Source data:

=== Begin Enclosure ===

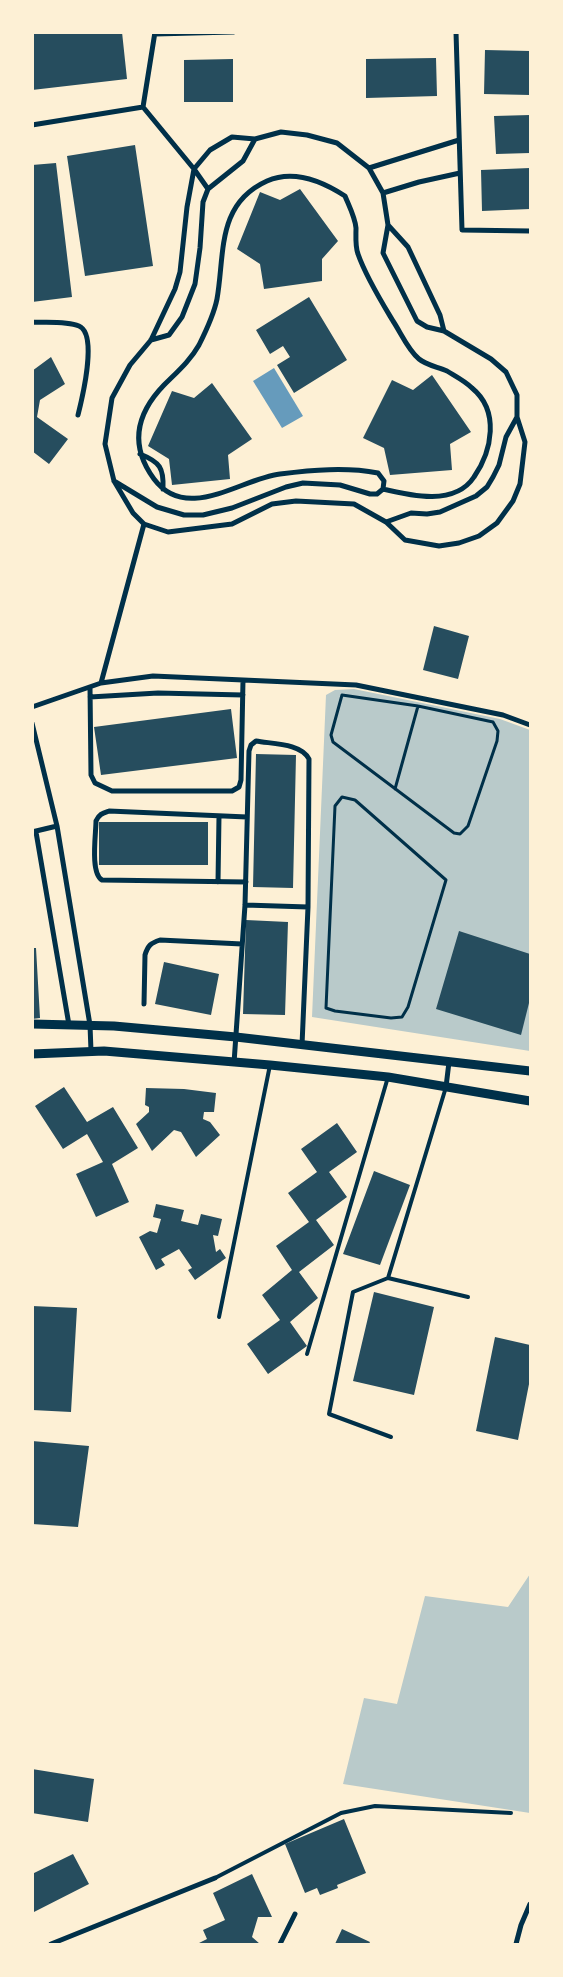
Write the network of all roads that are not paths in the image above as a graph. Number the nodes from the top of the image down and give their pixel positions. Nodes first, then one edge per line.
1 (233, 32) edge
2 (456, 32) edge
3 (155, 33) edge
4 (143, 108) junction
5 (32, 125) edge
6 (255, 139) junction
7 (459, 140) junction
8 (369, 168) junction
9 (194, 169) junction
10 (460, 173) junction
11 (208, 189) junction
12 (383, 193) junction
13 (388, 225) junction
14 (530, 231) edge
15 (32, 322) edge
16 (444, 331) junction
17 (151, 340) junction
18 (78, 415) dead end
19 (517, 417) junction
20 (140, 454) junction
21 (114, 481) junction
22 (383, 489) junction
23 (163, 490) junction
24 (386, 522) junction
25 (144, 524) junction
26 (243, 680) junction
27 (101, 683) junction
28 (90, 687) junction
29 (243, 695) junction
30 (90, 697) junction
31 (32, 708) edge
32 (32, 723) edge
33 (530, 725) edge
34 (219, 816) junction
35 (247, 817) junction
36 (57, 826) junction
37 (34, 832) edge
38 (218, 882) junction
39 (246, 882) junction
40 (245, 905) junction
41 (308, 907) junction
42 (242, 944) junction
43 (144, 1004) dead end
44 (32, 1024) edge
45 (69, 1025) junction
46 (90, 1025) junction
47 (236, 1037) junction
48 (302, 1045) junction
49 (91, 1052) junction
50 (32, 1054) edge
51 (449, 1062) junction
52 (234, 1063) junction
53 (270, 1065) junction
54 (530, 1072) edge
55 (388, 1077) junction
56 (446, 1087) junction
57 (530, 1101) edge
58 (388, 1278) junction
59 (468, 1297) dead end
60 (219, 1317) dead end
61 (307, 1354) dead end
62 (391, 1437) dead end
63 (511, 1813) dead end
64 (215, 1878) joint
65 (530, 1904) edge
66 (295, 1914) dead end
67 (51, 1944) edge
68 (280, 1944) edge
69 (516, 1944) edge

1 - 3 street
2 - 7 street
3 - 4 street
4 - 5 street
4 - 9 street
6 - 8 street
6 - 9 street
6 - 11 street
7 - 8 street
7 - 10 street
8 - 12 street
9 - 11 street
9 - 17 street
10 - 12 street
10 - 14 street
11 - 17 street
12 - 13 street
13 - 16 street
13 - 16 street
15 - 18 street
16 - 19 street
17 - 21 street
19 - 24 street
19 - 24 street
20 - 22 street
20 - 23 street
20 - 23 street
21 - 22 street
21 - 25 street
22 - 23 street
24 - 25 street
25 - 27 street
26 - 27 street
26 - 29 street
26 - 33 street
27 - 28 street
28 - 30 street
28 - 31 street
29 - 30 street
29 - 30 street
32 - 36 street
34 - 35 street
34 - 38 street
34 - 38 street
35 - 39 street
35 - 41 street
36 - 37 street
36 - 46 street
37 - 45 street
38 - 39 street
39 - 40 street
40 - 41 street
40 - 42 street
41 - 48 street
42 - 43 street
42 - 47 street
44 - 45 street
45 - 46 street
46 - 47 street
46 - 49 street
47 - 48 street
47 - 52 street
48 - 51 street
49 - 50 street
49 - 52 street
51 - 54 street
51 - 56 street
52 - 53 street
53 - 55 street
53 - 60 lane
55 - 56 street
55 - 61 lane
56 - 57 street
56 - 58 lane
58 - 59 lane
58 - 62 lane
63 - 64 lane
64 - 67 street
65 - 69 street
66 - 68 street

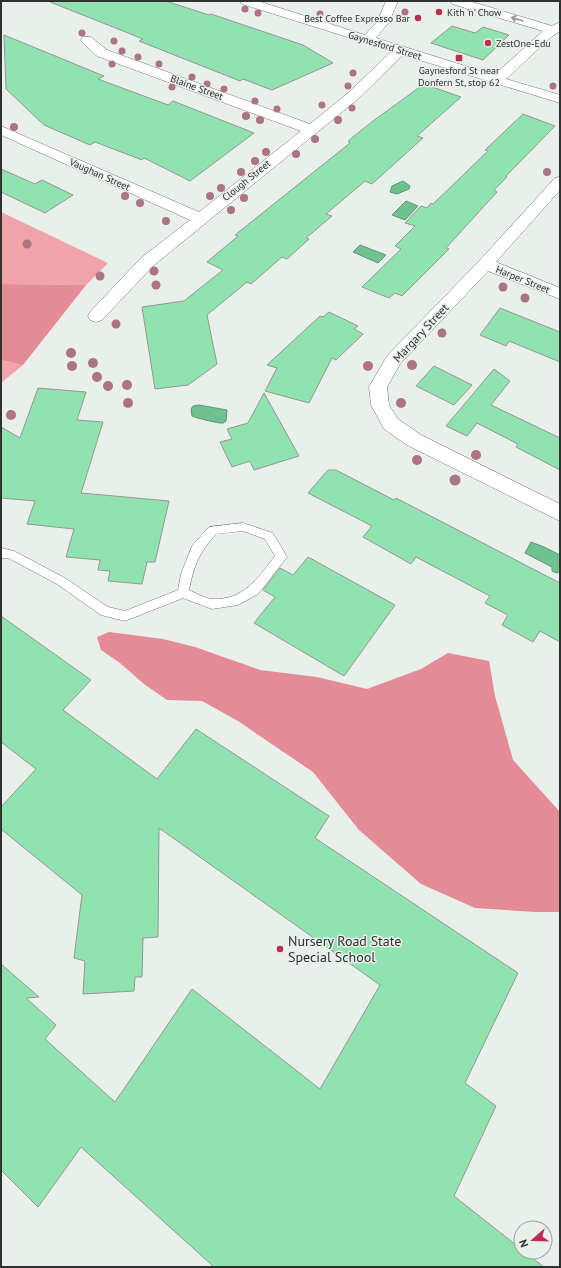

=== End Enclosure ===

Above are the records; copy each line from them that includes the string "dead".

Answer space:
18 (78, 415) dead end
43 (144, 1004) dead end
59 (468, 1297) dead end
60 (219, 1317) dead end
61 (307, 1354) dead end
62 (391, 1437) dead end
63 (511, 1813) dead end
66 (295, 1914) dead end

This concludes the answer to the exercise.